Many oncogenic mutants
of the tumor suppressor p53 are conformationally unstable, including
the frequently occurring Y220C mutant. We have previously developed
several small-molecule stabilizers of this mutant. One of these molecules,
PhiKan083, 1-(9-ethyl-9H-carbazole-3-yl)-N-methylmethanamine,
binds to a mutation-induced surface crevice with a KD = 150 μM, thereby increasing the melting temperature
of the protein and slowing its rate of aggregation. Incorporation
of fluorine atoms into small molecule ligands can substantially improve
binding affinity to their protein targets. We have, therefore, harnessed
fluorine–protein interactions to improve the affinity of this
ligand. Step-wise introduction of fluorines at the carbazole ethyl
anchor, which is deeply buried within the binding site in the Y220C–PhiKan083
complex, led to a 5-fold increase in affinity for a 2,2,2-trifluoroethyl
anchor (ligand efficiency of 0.3 kcal mol–1 atom–1). High-resolution crystal structures of the Y220C–ligand
complexes combined with quantum chemical calculations revealed favorable
interactions of the fluorines with protein backbone carbonyl groups
(Leu145 and Trp146) and the sulfur of Cys220 at the mutation site.

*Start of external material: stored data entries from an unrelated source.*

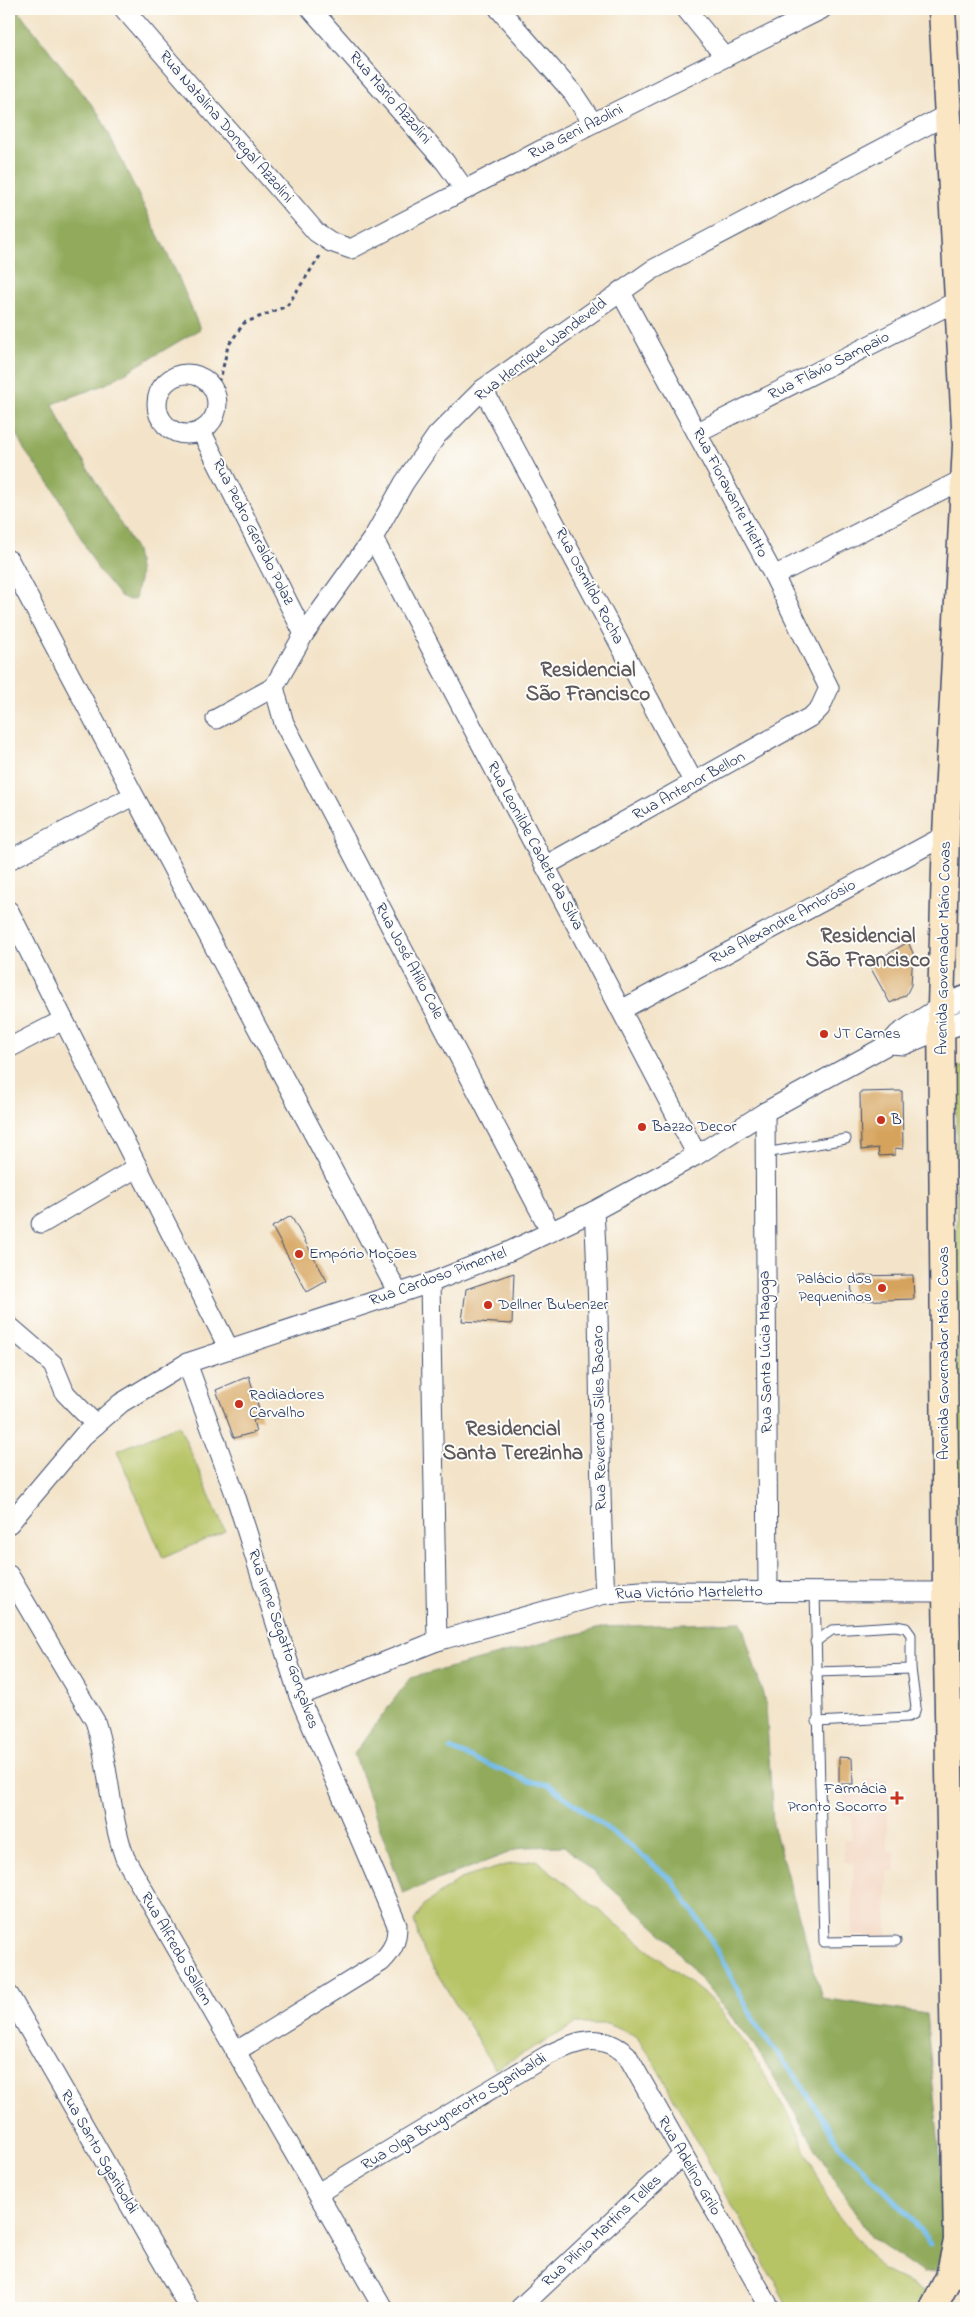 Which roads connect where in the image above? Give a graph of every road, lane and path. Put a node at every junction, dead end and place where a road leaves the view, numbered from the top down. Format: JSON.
{"nodes":[{"id":1,"x":124,"y":9,"type":"edge"},
{"id":2,"x":311,"y":9,"type":"edge"},
{"id":3,"x":499,"y":9,"type":"edge"},
{"id":4,"x":686,"y":9,"type":"edge"},
{"id":5,"x":822,"y":9,"type":"edge"},
{"id":6,"x":942,"y":9,"type":"edge"},
{"id":7,"x":725,"y":57,"type":"junction"},
{"id":8,"x":948,"y":114,"type":"junction"},
{"id":9,"x":593,"y":123,"type":"junction"},
{"id":10,"x":465,"y":190,"type":"junction"},
{"id":11,"x":331,"y":242,"type":"junction"},
{"id":12,"x":620,"y":291,"type":"junction"},
{"id":13,"x":959,"y":300,"type":"junction"},
{"id":14,"x":214,"y":389,"type":"junction"},
{"id":15,"x":483,"y":389,"type":"junction"},
{"id":16,"x":201,"y":431,"type":"junction"},
{"id":17,"x":698,"y":432,"type":"junction"},
{"id":18,"x":965,"y":478,"type":"junction"},
{"id":19,"x":373,"y":538,"type":"junction"},
{"id":20,"x":9,"y":560,"type":"edge"},
{"id":21,"x":774,"y":576,"type":"junction"},
{"id":22,"x":304,"y":634,"type":"junction"},
{"id":23,"x":274,"y":687,"type":"junction"},
{"id":24,"x":826,"y":698,"type":"joint"},
{"id":25,"x":216,"y":719,"type":"dead end"},
{"id":26,"x":694,"y":783,"type":"junction"},
{"id":27,"x":133,"y":796,"type":"junction"},
{"id":28,"x":946,"y":835,"type":"junction"},
{"id":29,"x":9,"y":860,"type":"edge"},
{"id":30,"x":545,"y":866,"type":"junction"},
{"id":31,"x":9,"y":911,"type":"edge"},
{"id":32,"x":966,"y":997,"type":"edge"},
{"id":33,"x":621,"y":1010,"type":"junction"},
{"id":34,"x":950,"y":1019,"type":"edge"},
{"id":35,"x":64,"y":1020,"type":"junction"},
{"id":36,"x":9,"y":1048,"type":"edge"},
{"id":37,"x":765,"y":1112,"type":"junction"},
{"id":38,"x":846,"y":1139,"type":"dead end"},
{"id":39,"x":765,"y":1153,"type":"junction"},
{"id":40,"x":697,"y":1155,"type":"junction"},
{"id":41,"x":138,"y":1167,"type":"junction"},
{"id":42,"x":594,"y":1211,"type":"junction"},
{"id":43,"x":41,"y":1224,"type":"dead end"},
{"id":44,"x":551,"y":1232,"type":"junction"},
{"id":45,"x":430,"y":1282,"type":"junction"},
{"id":46,"x":398,"y":1293,"type":"junction"},
{"id":47,"x":9,"y":1326,"type":"edge"},
{"id":48,"x":229,"y":1349,"type":"junction"},
{"id":49,"x":188,"y":1363,"type":"junction"},
{"id":50,"x":96,"y":1425,"type":"junction"},
{"id":51,"x":9,"y":1524,"type":"edge"},
{"id":52,"x":9,"y":1575,"type":"edge"},
{"id":53,"x":768,"y":1592,"type":"junction"},
{"id":54,"x":815,"y":1592,"type":"junction"},
{"id":55,"x":946,"y":1592,"type":"junction"},
{"id":56,"x":605,"y":1594,"type":"junction"},
{"id":57,"x":437,"y":1641,"type":"junction"},
{"id":58,"x":816,"y":1642,"type":"junction"},
{"id":59,"x":911,"y":1669,"type":"junction"},
{"id":60,"x":816,"y":1672,"type":"junction"},
{"id":61,"x":299,"y":1696,"type":"junction"},
{"id":62,"x":817,"y":1722,"type":"junction"},
{"id":63,"x":958,"y":1775,"type":"edge"},
{"id":64,"x":896,"y":1942,"type":"dead end"},
{"id":65,"x":9,"y":1995,"type":"edge"},
{"id":66,"x":594,"y":2040,"type":"joint"},
{"id":67,"x":235,"y":2052,"type":"junction"},
{"id":68,"x":684,"y":2155,"type":"junction"},
{"id":69,"x":962,"y":2192,"type":"edge"},
{"id":70,"x":318,"y":2193,"type":"junction"},
{"id":71,"x":766,"y":2307,"type":"edge"},
{"id":72,"x":189,"y":2308,"type":"edge"},
{"id":73,"x":383,"y":2308,"type":"edge"},
{"id":74,"x":520,"y":2308,"type":"edge"},
{"id":75,"x":933,"y":2308,"type":"edge"}],
"edges":[{"from":1,"to":11,"type":"street","name":"Rua Natalina Donegal Azzolini"},
{"from":2,"to":10,"type":"street","name":"Rua Mario Azzolini"},
{"from":3,"to":9,"type":"street"},
{"from":4,"to":7,"type":"street"},
{"from":5,"to":7,"type":"street","name":"Rua Geni Azolini"},
{"from":6,"to":8,"type":"main road","name":"Avenida Governador Mário Covas"},
{"from":7,"to":9,"type":"street","name":"Rua Geni Azolini"},
{"from":8,"to":12,"type":"street","name":"Rua Henrique Wandeveld"},
{"from":8,"to":13,"type":"main road","name":"Avenida Governador Mário Covas"},
{"from":9,"to":10,"type":"street","name":"Rua Geni Azolini"},
{"from":10,"to":11,"type":"street","name":"Rua Geni Azolini"},
{"from":11,"to":14,"type":"path"},
{"from":12,"to":15,"type":"street","name":"Rua Henrique Wandeveld"},
{"from":12,"to":17,"type":"street","name":"Rua Fioravante Mietto"},
{"from":13,"to":17,"type":"street","name":"Rua Flávio Sampaio"},
{"from":13,"to":18,"type":"main road","name":"Avenida Governador Mário Covas"},
{"from":14,"to":16,"type":"street"},
{"from":14,"to":16,"type":"street"},
{"from":15,"to":19,"type":"street","name":"Rua Henrique Wandeveld"},
{"from":15,"to":26,"type":"street","name":"Rua Osmildo Rocha"},
{"from":16,"to":22,"type":"street","name":"Rua Pedro Geraldo Polaz"},
{"from":17,"to":21,"type":"street","name":"Rua Fioravante Mietto"},
{"from":18,"to":21,"type":"street"},
{"from":18,"to":28,"type":"main road","name":"Avenida Governador Mário Covas"},
{"from":19,"to":22,"type":"street","name":"Rua Henrique Wandeveld"},
{"from":19,"to":30,"type":"street","name":"Rua Leonilde Cadete da Silva"},
{"from":20,"to":27,"type":"street"},
{"from":21,"to":24,"type":"street","name":"Rua Fioravante Mietto"},
{"from":22,"to":23,"type":"street","name":"Rua Henrique Wandeveld"},
{"from":23,"to":25,"type":"street"},
{"from":23,"to":44,"type":"street","name":"Rua José Atílio Cole"},
{"from":24,"to":26,"type":"street","name":"Rua Antenor Bellon"},
{"from":26,"to":30,"type":"street","name":"Rua Antenor Bellon"},
{"from":27,"to":29,"type":"street"},
{"from":27,"to":46,"type":"street"},
{"from":28,"to":33,"type":"street","name":"Rua Alexandre Ambrósio"},
{"from":28,"to":34,"type":"main road","name":"Avenida Governador Mário Covas"},
{"from":30,"to":33,"type":"street","name":"Rua Leonilde Cadete da Silva"},
{"from":31,"to":35,"type":"street"},
{"from":32,"to":34,"type":"street","name":"Rua Cardoso Pimentel"},
{"from":33,"to":40,"type":"street","name":"Rua Leonilde Cadete da Silva"},
{"from":34,"to":37,"type":"street","name":"Rua Cardoso Pimentel"},
{"from":34,"to":55,"type":"main road","name":"Avenida Governador Mário Covas"},
{"from":35,"to":36,"type":"street"},
{"from":35,"to":41,"type":"street"},
{"from":37,"to":39,"type":"street","name":"Rua Santa Lúcia Magoga"},
{"from":37,"to":40,"type":"street","name":"Rua Cardoso Pimentel"},
{"from":38,"to":39,"type":"lane"},
{"from":39,"to":53,"type":"street","name":"Rua Santa Lúcia Magoga"},
{"from":40,"to":42,"type":"street","name":"Rua Cardoso Pimentel"},
{"from":41,"to":43,"type":"street"},
{"from":41,"to":48,"type":"street"},
{"from":42,"to":44,"type":"street","name":"Rua Cardoso Pimentel"},
{"from":42,"to":56,"type":"street","name":"Rua Reverendo Siles Bacaro"},
{"from":44,"to":45,"type":"street","name":"Rua Cardoso Pimentel"},
{"from":45,"to":46,"type":"street","name":"Rua Cardoso Pimentel"},
{"from":45,"to":57,"type":"street"},
{"from":46,"to":48,"type":"street","name":"Rua Cardoso Pimentel"},
{"from":47,"to":50,"type":"street"},
{"from":48,"to":49,"type":"street","name":"Rua Cardoso Pimentel"},
{"from":49,"to":50,"type":"street","name":"Rua Cardoso Pimentel"},
{"from":49,"to":61,"type":"street","name":"Rua Irene Segatto Gonçalves"},
{"from":50,"to":51,"type":"street","name":"Rua Cardoso Pimentel"},
{"from":52,"to":67,"type":"street","name":"Rua Alfredo Sallem"},
{"from":53,"to":54,"type":"street","name":"Rua Victório Marteletto"},
{"from":53,"to":56,"type":"street","name":"Rua Victório Marteletto"},
{"from":54,"to":55,"type":"street","name":"Rua Victório Marteletto"},
{"from":54,"to":58,"type":"lane"},
{"from":55,"to":63,"type":"main road","name":"Avenida Governador Mário Covas"},
{"from":56,"to":57,"type":"street","name":"Rua Victório Marteletto"},
{"from":57,"to":61,"type":"street","name":"Rua Victório Marteletto"},
{"from":58,"to":59,"type":"lane"},
{"from":58,"to":60,"type":"lane"},
{"from":59,"to":60,"type":"lane"},
{"from":59,"to":62,"type":"lane"},
{"from":60,"to":62,"type":"lane"},
{"from":61,"to":67,"type":"street","name":"Rua Irene Segatto Gonçalves"},
{"from":62,"to":64,"type":"lane"},
{"from":63,"to":69,"type":"main road","name":"Avenida Governador Mário Covas"},
{"from":65,"to":72,"type":"street","name":"Rua Santo Sgariboldi"},
{"from":66,"to":68,"type":"street","name":"Rua Adelino Grilo"},
{"from":66,"to":70,"type":"street","name":"Rua Olga Brugnerotto Sgaribaldi"},
{"from":67,"to":70,"type":"street","name":"Rua Alfredo Sallem"},
{"from":68,"to":71,"type":"street","name":"Rua Adelino Grilo"},
{"from":68,"to":74,"type":"street","name":"Rua Plinio Martins Telles"},
{"from":69,"to":75,"type":"main road","name":"Avenida Governador Mário Covas"},
{"from":70,"to":73,"type":"street","name":"Rua Alfredo Sallem"}]}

Affinity gains were, however, only achieved upon trifluorination,
despite favorable interactions of the mono- and difluorinated anchors
with the binding pocket, indicating a trade-off between energetically
favorable protein–fluorine interactions and increased desolvation
penalties. Taken together, the optimized carbazole scaffold provides
a promising starting point for the development of high-affinity ligands
to reactivate the tumor suppressor function of the p53 mutant Y220C
in cancer cells.